Latin Salutatory | Harvard Commencement 2022 | Orator:  Benjamin Porteous
[The following material is courtesy of Benjamin Porteous]

The Latin oration is an exciting part of the commencement that allows for solemnity and grandeur to mix with humor—the English addresses can often get slightly navel gazing; Latin allows for a critical and humorous distance.

Brief description: The Latin Salutatory is a historic part of Harvard University’s Commencement Exercises.  The first of three short addresses delivered by students (the other two both in English), the Salutatory is the first part of the Exercises after the “meeting” has been called “to order” by the High Sheriff of Middlesex County, and an opening invocation offered by a chaplain.  As such, the Latin Salutatory combines a solemn and grand start to the morning—nothing beats Ciceronian cadences for this purpose—with a critical distance (no one understands anything) that allows for lighthearted humor.  The Latin Salutatory (and the Sheriff’s splendid opening and closing raps of his staff*) are often the part of the Exercises remembered with the greatest fondness by the graduating class.

[*VHM:  I still vividly remember those electrifying opening and closing moments half a century after I witnessed them.]

In the speech,  I celebrated the warm first-year community created by John Martin, a legendary Annenberg worker responsible for swiping cards at the dining hall door.  (Harvard Crimson articles about John Martin, seven years apart, here and here)

The Gazette covered the speech here.

Harvard Magazine covered the speech here. YouTube video Benjamin James Porteous

Latin Oration Harvard Commencement 2022

May 26, 2022

Latin/English interlinear text

In Honorem Iohannis Martini Annenbergensis

A Salute to John Martin of Annenberg
Praeses Bacow, Decani, Professores doctissimi, Hospites ter-honorati,

President Bacow, Deans, Most Learned Professors, Thrice-Honored Guests,
Alumni Alumnaeque eminentissimae, pro nobis permulta passae familiae,

Esteemed Alumni and Alumnae, Families who have endured so much on our behalf,
et praecipue vosmet, condiscipuli carissimi, salvete!

and especially, You, my most beloved classmates: greetings!

In rostra hodie ante vos ascendi, condiscipuli,

I have climbed these steps today, classmates,
ut virtutes ac mores Iohannis Martini Annenbergensis laudem.

to tell you how wonderful John Martin of Annenberg is.

Cum primum ad hanc Harvardianam Aream pervenissemus,

When we first arrived in this Harvard Yard of ours,
magna cum trepidatione nos omnes illas aulae Annenbergensis ianuas formidabiles aperuimus.

it was with great trepidation that we opened those formidable doors of Annenberg.
Fortunati ei qui cum sociis ad illas ianuas pervenerunt,

How fortunate were those who approached the doors with companions,
contubernales fortasse

roommates, perhaps,
aut qui se cognoverant ex Libro Personarum ad cohortis Harvardianae anni MMXXII usum compilato.
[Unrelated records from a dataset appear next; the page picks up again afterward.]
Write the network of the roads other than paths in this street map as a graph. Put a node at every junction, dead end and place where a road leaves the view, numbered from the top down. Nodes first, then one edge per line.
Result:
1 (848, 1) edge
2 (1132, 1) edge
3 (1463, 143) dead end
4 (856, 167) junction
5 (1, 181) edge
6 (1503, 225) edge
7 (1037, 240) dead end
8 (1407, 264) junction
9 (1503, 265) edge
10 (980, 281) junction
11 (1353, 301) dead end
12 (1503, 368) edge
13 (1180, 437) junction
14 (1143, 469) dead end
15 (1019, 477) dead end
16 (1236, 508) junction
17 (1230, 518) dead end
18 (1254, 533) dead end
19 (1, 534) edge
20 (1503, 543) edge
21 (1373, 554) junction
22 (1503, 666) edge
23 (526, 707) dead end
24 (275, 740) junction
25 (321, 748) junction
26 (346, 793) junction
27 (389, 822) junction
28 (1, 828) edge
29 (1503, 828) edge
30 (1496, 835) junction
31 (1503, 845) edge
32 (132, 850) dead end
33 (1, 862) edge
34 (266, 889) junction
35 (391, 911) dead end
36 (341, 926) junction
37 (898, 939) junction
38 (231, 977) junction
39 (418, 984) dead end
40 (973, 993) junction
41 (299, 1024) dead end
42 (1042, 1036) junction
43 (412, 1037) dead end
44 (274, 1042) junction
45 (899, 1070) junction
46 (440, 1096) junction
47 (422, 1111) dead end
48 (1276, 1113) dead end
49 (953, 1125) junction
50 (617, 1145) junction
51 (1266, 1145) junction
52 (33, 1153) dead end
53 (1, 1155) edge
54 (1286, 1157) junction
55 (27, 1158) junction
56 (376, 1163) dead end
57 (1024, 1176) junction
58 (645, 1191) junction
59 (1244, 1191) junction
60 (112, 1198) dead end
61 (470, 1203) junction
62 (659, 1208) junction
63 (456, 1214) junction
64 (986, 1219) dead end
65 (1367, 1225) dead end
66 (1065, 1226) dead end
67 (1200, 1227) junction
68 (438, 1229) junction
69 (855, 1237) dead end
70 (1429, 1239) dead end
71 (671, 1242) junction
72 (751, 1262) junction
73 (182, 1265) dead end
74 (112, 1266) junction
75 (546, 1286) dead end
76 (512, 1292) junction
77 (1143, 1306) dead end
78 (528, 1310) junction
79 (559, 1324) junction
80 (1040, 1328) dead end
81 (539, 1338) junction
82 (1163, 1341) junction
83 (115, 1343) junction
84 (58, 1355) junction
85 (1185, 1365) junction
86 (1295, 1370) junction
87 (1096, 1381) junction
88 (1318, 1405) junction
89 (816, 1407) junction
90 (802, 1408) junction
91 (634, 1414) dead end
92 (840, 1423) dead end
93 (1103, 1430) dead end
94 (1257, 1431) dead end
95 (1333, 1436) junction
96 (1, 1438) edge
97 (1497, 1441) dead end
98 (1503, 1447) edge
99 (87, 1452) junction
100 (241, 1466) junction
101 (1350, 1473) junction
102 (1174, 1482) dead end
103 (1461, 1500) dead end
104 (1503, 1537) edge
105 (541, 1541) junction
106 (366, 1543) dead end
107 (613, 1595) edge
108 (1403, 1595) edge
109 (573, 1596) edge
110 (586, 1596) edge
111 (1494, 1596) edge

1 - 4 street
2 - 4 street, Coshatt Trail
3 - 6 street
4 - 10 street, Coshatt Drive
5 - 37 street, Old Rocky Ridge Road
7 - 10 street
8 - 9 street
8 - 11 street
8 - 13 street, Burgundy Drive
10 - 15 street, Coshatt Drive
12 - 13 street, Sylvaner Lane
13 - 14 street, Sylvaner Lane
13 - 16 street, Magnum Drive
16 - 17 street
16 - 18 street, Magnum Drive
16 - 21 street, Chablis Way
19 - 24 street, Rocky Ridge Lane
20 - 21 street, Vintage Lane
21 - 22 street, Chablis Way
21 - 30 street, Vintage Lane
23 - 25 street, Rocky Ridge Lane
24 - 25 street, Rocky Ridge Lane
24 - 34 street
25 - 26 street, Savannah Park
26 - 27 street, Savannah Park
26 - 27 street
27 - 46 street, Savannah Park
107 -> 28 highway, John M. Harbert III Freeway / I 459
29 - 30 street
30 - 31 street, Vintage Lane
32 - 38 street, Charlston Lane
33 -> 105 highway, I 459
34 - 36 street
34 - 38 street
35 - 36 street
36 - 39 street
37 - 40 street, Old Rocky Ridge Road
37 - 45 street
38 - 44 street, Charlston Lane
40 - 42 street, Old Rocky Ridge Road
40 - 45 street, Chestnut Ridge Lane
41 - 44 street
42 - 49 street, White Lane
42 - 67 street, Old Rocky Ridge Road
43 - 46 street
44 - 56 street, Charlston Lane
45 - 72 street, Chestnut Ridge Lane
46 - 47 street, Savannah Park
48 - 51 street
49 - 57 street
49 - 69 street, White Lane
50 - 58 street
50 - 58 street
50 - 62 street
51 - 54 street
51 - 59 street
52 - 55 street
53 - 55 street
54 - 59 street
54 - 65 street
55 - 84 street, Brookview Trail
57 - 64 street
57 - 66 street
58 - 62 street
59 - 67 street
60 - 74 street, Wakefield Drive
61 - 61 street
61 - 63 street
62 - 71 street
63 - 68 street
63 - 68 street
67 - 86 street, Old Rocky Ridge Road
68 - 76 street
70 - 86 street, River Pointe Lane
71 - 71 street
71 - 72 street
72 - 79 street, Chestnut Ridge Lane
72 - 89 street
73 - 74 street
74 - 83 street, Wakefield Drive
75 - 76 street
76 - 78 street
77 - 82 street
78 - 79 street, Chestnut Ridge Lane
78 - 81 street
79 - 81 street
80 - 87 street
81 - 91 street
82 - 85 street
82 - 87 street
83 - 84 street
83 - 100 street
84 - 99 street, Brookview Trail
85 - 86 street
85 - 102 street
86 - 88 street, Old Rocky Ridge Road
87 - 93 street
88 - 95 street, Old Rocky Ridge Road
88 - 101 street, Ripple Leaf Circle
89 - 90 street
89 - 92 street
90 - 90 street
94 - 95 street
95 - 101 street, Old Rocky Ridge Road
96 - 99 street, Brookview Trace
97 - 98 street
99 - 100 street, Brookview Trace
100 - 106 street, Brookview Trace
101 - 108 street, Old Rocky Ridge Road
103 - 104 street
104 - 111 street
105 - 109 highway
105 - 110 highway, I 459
or else friends they had met on the Facebook Page of the Harvard College Class of 2022!

Nobis qui non comitati sunt,

Those of us unaccompanied
aula Annenbergensis solis ineunda erat.

had to enter Annenberg all alone.
Limen tamen transeuntes, huius universitatis excellentissimo civi,

However, passing over the threshold, we encountered that most excellent citizen of this university,
maximo chartarum tractatori, tironum optimo amico, praedilecto Iohanni occurrimus.

greatest of card-swipers, best friend of first-years, the one-and-only John!
Is, egregia memoriae facultate praeditus, ante Idus Septembres,

He, endowed with a remarkable faculty of memory, had learned before the middle of September
non solum nomina nostra, sed etiam nomina [...]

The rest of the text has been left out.